Functions expecting zvals will obviously need to start handling IS_BIGINT, so yes, you’d need to check and cast if appropriate. Casting from a bigint to a long is easy, though, it’s just zend_bigint_to_long(Z_LVAL_P(some_zval)). Obviously you could also export a double or a string in the same fashion. As I think I noted in the RFC, PHP functions which take longs already will continue to get longs, as bigints passed them will be casted.

There are quite a few functions in the GMP library, which presumably
are useful in handling bigints. Are these going to be exposed to
users? If so, how?

I’m exposing absolutely none of GMP directly and would rather not change that. Instead, I have the zend_bigint_* family, which are largely thin wrappers over GMP so you can deal with the zend_bigint type directly, and also so PHP is theoretically not GMP-dependent and could switch to another library. While I don’t have the functions inlined at the moment (debugging convenience; make clean isn’t fun!), they will be inlined eventually for performance. I agree that GMP’s functions are useful, but I really don’t want to directly expose the internal gmp type to anything outside of zend_bigint.c, so I guess any functions I haven’t already covered will need their own wrappers created.

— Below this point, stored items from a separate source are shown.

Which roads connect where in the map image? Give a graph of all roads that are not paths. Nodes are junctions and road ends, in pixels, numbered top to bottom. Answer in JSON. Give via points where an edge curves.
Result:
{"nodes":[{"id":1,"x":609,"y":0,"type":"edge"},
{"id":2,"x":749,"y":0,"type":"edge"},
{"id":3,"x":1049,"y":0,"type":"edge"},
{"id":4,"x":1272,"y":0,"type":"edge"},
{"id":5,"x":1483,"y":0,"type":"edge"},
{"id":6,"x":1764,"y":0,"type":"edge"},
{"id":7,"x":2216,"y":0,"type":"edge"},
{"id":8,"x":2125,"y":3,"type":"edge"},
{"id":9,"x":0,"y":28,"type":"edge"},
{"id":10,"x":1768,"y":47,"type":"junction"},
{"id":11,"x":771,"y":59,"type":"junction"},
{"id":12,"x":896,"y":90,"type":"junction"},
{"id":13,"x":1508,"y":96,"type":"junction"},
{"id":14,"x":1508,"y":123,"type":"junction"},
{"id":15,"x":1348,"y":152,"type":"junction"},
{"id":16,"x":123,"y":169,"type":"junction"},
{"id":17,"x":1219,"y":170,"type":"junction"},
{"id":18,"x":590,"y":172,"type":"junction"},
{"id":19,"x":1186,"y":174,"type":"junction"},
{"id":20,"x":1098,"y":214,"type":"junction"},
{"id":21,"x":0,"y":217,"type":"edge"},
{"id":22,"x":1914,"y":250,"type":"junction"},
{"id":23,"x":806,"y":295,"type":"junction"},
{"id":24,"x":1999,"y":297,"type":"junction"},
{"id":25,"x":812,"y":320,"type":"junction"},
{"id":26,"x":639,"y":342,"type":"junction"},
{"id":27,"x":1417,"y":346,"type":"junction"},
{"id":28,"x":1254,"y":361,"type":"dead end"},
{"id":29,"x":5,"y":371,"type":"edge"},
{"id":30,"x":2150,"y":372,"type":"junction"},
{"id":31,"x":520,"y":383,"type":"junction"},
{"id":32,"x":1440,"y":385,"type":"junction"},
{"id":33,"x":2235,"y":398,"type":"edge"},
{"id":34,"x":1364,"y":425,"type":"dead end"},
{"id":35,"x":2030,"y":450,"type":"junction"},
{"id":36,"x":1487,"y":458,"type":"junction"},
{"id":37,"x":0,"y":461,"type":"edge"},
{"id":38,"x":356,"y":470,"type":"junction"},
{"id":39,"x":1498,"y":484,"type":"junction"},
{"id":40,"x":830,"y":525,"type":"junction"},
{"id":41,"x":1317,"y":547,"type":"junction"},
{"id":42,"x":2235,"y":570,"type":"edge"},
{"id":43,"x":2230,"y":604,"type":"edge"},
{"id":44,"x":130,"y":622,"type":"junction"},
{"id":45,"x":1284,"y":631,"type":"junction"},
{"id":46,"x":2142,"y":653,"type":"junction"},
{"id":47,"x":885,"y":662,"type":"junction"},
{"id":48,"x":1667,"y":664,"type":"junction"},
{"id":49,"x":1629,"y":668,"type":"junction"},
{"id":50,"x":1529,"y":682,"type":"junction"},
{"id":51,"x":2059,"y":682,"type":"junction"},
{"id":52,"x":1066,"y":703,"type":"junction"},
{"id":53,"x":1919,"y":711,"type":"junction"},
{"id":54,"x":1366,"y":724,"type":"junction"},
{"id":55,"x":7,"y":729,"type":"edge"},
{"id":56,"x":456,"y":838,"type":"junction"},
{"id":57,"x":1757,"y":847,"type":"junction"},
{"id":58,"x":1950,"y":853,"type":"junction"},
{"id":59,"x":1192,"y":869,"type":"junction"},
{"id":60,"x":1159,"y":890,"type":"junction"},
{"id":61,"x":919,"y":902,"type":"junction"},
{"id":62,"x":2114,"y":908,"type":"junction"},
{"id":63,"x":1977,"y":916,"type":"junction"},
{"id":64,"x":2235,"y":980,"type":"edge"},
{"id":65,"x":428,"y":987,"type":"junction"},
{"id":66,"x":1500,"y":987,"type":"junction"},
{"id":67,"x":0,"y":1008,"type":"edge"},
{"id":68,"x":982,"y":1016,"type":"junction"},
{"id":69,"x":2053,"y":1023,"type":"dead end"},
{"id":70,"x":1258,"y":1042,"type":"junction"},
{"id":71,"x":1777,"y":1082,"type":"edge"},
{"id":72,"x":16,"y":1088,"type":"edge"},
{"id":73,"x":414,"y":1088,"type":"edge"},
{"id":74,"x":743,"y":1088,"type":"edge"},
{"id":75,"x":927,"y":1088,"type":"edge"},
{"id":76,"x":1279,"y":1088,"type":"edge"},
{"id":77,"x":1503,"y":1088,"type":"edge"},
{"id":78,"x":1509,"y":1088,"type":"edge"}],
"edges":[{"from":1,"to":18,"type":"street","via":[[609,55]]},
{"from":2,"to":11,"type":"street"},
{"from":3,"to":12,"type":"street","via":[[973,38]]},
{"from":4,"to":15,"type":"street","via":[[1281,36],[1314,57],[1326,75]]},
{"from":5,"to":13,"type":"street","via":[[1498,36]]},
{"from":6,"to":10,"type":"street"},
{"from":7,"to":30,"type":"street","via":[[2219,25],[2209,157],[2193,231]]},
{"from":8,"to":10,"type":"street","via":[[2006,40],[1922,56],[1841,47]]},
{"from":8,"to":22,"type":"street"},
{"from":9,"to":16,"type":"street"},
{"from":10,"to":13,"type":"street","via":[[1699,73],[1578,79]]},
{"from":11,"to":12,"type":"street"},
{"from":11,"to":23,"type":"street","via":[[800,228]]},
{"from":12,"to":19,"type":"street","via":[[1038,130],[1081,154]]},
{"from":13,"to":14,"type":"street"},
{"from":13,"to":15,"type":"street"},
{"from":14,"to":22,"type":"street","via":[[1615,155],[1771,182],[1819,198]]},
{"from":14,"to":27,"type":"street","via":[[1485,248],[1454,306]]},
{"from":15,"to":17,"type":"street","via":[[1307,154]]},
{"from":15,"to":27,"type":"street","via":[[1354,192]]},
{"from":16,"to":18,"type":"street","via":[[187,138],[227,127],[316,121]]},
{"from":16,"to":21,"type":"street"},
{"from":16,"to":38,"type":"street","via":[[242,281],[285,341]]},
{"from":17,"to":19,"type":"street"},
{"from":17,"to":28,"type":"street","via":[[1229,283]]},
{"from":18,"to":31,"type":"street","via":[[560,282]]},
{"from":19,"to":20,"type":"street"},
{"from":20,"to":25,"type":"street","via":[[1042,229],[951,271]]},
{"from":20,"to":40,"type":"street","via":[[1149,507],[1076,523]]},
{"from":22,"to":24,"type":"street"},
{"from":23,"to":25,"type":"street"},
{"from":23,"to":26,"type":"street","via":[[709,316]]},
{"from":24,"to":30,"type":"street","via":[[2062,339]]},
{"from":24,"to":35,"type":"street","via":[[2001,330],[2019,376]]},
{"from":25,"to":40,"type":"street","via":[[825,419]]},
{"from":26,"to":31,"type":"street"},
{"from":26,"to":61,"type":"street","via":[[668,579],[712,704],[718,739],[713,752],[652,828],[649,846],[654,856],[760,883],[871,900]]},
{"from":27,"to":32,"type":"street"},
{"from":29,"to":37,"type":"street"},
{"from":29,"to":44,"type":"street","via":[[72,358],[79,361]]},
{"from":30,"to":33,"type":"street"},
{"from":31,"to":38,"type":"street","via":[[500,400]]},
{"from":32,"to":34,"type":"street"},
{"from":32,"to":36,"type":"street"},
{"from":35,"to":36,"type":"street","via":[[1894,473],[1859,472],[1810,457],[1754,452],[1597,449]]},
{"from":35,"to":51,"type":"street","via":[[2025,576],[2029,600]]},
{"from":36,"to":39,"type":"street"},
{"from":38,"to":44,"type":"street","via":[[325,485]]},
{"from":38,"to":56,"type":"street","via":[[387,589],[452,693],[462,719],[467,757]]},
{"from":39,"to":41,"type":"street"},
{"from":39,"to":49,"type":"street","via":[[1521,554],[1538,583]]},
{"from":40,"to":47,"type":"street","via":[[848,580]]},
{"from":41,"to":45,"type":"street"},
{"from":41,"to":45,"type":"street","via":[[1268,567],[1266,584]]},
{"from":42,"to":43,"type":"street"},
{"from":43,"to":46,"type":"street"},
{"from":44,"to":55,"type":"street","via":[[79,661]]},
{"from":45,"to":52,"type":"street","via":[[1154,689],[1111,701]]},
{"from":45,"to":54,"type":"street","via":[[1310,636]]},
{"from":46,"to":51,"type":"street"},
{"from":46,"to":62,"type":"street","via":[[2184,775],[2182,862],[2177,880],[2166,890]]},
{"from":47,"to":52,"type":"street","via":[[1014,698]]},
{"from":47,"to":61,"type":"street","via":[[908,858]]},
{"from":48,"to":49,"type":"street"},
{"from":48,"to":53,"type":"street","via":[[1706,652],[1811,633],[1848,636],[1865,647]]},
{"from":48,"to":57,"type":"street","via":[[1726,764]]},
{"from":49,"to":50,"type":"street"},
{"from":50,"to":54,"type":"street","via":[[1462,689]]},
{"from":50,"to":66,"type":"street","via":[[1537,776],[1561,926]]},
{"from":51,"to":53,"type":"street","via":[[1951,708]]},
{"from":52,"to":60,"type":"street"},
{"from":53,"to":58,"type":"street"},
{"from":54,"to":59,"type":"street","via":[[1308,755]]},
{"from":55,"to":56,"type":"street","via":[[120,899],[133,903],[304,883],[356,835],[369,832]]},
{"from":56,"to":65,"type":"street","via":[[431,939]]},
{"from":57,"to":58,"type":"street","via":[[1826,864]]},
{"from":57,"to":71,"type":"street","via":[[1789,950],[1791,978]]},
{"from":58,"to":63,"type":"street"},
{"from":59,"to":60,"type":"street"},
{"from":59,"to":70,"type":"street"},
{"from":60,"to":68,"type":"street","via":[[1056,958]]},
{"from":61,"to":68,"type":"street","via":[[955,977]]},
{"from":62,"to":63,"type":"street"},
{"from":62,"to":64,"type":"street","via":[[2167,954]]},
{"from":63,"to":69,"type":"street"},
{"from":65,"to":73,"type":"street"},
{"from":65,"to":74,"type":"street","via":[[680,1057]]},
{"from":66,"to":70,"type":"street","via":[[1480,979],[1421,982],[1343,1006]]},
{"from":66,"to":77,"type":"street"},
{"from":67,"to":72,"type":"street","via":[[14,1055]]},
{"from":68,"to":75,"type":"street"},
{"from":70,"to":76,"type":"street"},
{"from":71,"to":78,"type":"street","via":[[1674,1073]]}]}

Most of all though, it could do with a stronger argument for why
handling bigints 'automagically' like this is preferable to handling
them explicitly. Without great care for handling them, dealing with
very large numbers is still going to fail at some point. Although
handling integers as bigints explicitly is more code to write, it's
also results in more understandable behaviour, which seems better to
me than having more internal converting of types which is not visible
in userland.

I don’t think the new behaviour will be confusing, as integers will simply be unbounded now so far as users need to be concerned. A benefit of doing it implicitly is that PHP’s integer arithmetic would be completely consistent across platforms. Users don’t have to worry about whether the machine their code is run on is 32-bit or 64-bit, and operations are consistent for different sizes of numbers. It also makes writing code easier, as users don’t have to worry about if integers will suddenly overflow to float. Obviously, if you’re using ridiculously big numbers you’ll start hitting memory limits, but most of the time it means integers are effectively limitless.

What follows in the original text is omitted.